Lifting a cylinder pre-harvesting

Lifting a cylinder pre-harvesting

The process of harvest is a rather demanding task that can take about a day for a team of two people for 12 cylinders. If you are working with replications we suggest that you stagger them so you do not have to do all your harvest the same day.

First, two people can lift the cylinders from the base and bring them to a flat surface as a table or greenhouse bench.

Once you have your cylinder resting horizontally then first remove about 10 cm (3 inches) of media from the bottom of the cylinder. Be careful when you remove the media as the roots could be in the bottom, depending on the time of your experiment and the plants you are using. In our experience these cylinders are tall enough to prevent corn plants to reach the bottom for at least four weeks.

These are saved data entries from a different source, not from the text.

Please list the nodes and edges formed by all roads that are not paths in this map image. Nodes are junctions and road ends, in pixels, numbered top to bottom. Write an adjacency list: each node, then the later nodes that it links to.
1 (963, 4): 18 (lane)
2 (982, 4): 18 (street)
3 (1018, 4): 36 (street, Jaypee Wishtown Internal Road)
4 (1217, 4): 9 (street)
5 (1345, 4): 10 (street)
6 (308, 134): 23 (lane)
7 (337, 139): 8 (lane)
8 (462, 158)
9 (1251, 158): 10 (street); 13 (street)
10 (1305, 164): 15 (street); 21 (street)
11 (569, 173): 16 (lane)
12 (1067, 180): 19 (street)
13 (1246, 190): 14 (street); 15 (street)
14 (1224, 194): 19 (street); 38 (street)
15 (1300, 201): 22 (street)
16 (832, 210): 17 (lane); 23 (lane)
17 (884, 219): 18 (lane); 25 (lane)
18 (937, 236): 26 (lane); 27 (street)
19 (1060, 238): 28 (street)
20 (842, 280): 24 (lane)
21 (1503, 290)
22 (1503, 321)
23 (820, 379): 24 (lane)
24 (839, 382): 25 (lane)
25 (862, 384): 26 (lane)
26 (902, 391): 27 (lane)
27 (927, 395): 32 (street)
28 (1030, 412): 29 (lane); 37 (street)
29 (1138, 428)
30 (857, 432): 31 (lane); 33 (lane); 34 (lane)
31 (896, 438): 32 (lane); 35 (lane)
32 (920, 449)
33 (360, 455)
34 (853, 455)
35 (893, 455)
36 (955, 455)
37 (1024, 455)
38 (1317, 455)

Twisting the plastic sleeve you will get a good grip, be careful before you pull the bag as it could cut suddenly at the resting line of the PVC. Now with another person holding the PVC you can pull the sleeve out, this should not be a very demanding thing to do, if you feel that the bag is completely stuck is possible that your bag got wet.

Pulling sleeve out of PVC Cylinder

Once the bag is out you can start looking at the root distribution and recording the depth of the root, or if this has moved by the sides or inside the soil column. In our experience about a third of the time you can find deep roots growing between the plastic and the media, but most of the roots actually grow inside the soil column, away from the border.

Measuring roots

You can harvest the root now. Cut the plastic sleeve slowly and using a hose with a shower type nozzle start to wash away the media starting from the bottom. Once you find the roots hold them carefully while you keep washing the media away. Keep opening the sleeve as you go upwards harvesting the roots.

Washing Roots

If you are successful you will end with a clean root in about 15 minutes. In our experience once you are familiar with this method you should not lose any significant fraction of roots.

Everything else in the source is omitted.